A respectable 521,000 units sold in April, yet inventory for sale increased by 418,000 units. On average inventory is 2.66 million units and currently 4.04 million homes are for-sale (Please see the chart nearby of units for sale. The red line represents an average. Click image for a large view.).
Inventory increased to 8.4 months of supply versus the long-run average of 5.8 months and the recent low of 6.5 months last November. The crash high inventory was 11.3 months in April 2008.
“Although inventory levels remain above normal and much of the gain last month was seasonal, the housing price correction appears essentially over,” said Lawrence Yun, chief economist for the National Association of Realtors (NAR). “In fact, a majority of the markets have seen price gains recently. A return to old-fashioned responsible lending and buying will help the housing market avoid disruptive and painful bubble-bust cycles.”
On the positive side of the ledger, interest rates are outstanding right now and affordability has dramatically improved following a 30 percent national loss in home prices which started four years ago.
The national median existing-home price was $173,100 in April, up 4.0 percent from April 2009. Distressed sales accounted for 33 percent of the total and all-cash sales clocked in at 250 percent of their normal tally.
“Buyers are focused on finding the right house and taking advantage of favorable affordability conditions,” said Vicki Cox Golder, NAR president and owner of Vicki L. Cox & Associates. “For many buyers, owning a home is a lifestyle choice.
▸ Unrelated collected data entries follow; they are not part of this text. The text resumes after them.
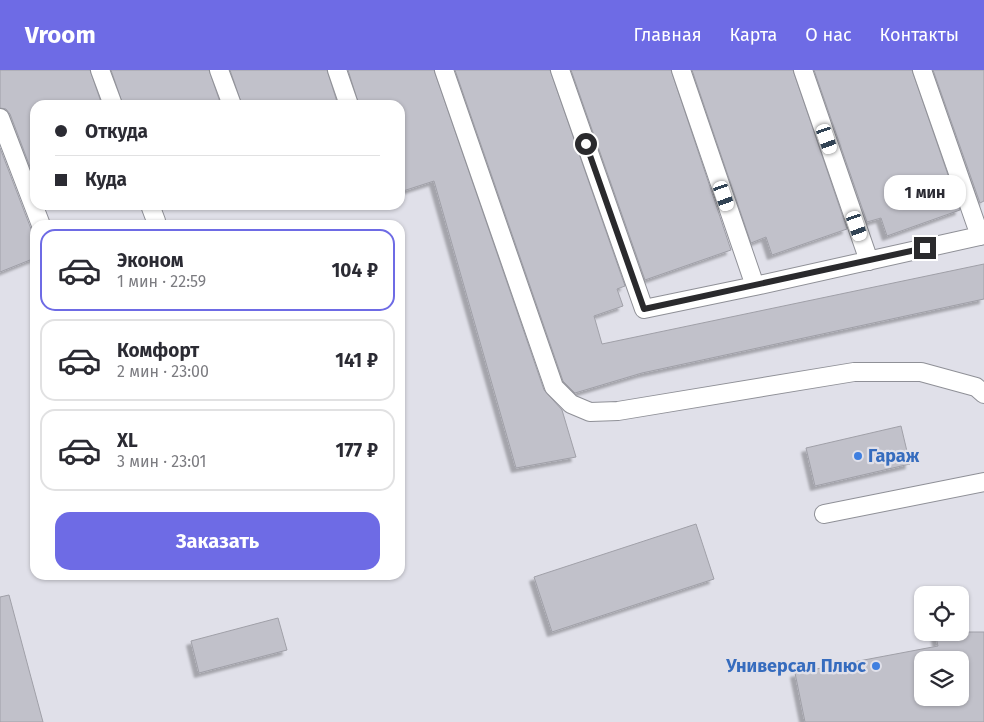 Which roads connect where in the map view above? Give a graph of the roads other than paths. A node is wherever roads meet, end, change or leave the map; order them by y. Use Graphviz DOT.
graph roads {
  1 [pos="100,70"];
  2 [pos="219,70"];
  3 [pos="337,70"];
  4 [pos="444,70"];
  5 [pos="560,70"];
  6 [pos="680,70"];
  7 [pos="803,70"];
  8 [pos="922,70"];
  9 [pos="111,100"];
  10 [pos="230,100"];
  11 [pos="347,100"];
  12 [pos="0,118"];
  13 [pos="30,196"];
  14 [pos="982,235"];
  15 [pos="870,261"];
  16 [pos="756,286"];
  17 [pos="984,394"];
  18 [pos="984,482"];
  19 [pos="824,514"];
  1 -- 9 [label="lane"];
  2 -- 10 [label="lane"];
  3 -- 11 [label="lane"];
  4 -- 17 [label="lane"];
  5 -- 16 [label="lane"];
  6 -- 16 [label="lane"];
  7 -- 15 [label="lane"];
  8 -- 14 [label="lane"];
  12 -- 13 [label="lane"];
  14 -- 15 [label="lane"];
  15 -- 16 [label="lane"];
  18 -- 19 [label="lane"];
}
They want a place of their own to raise a family, build memories, and be part of a larger community.”
Nearly 10 percent of current mortgage borrowers are seriously delinquent, being 90-days late or more. New Observations estimated last week that a minimum of one in ten mortgage borrowers will lose their home to the bank in a distressed sale or foreclosure in the next two years.
Our real estate market rests on a razor’s edge. On the edge lie high mortgage delinquencies, 12 million homeowners who have no equity or negative equity, high unemployment stuck at 10 percent, an unprecedented loss in house values following a bubble greater by far than any in the last 120 years, and a frightened Fed and Treasury who literally own the new mortgage market in the United States. Predicting that we are done with falling prices may end up landing the speaker north of reckless. Desperation hides behind a mask of confidence.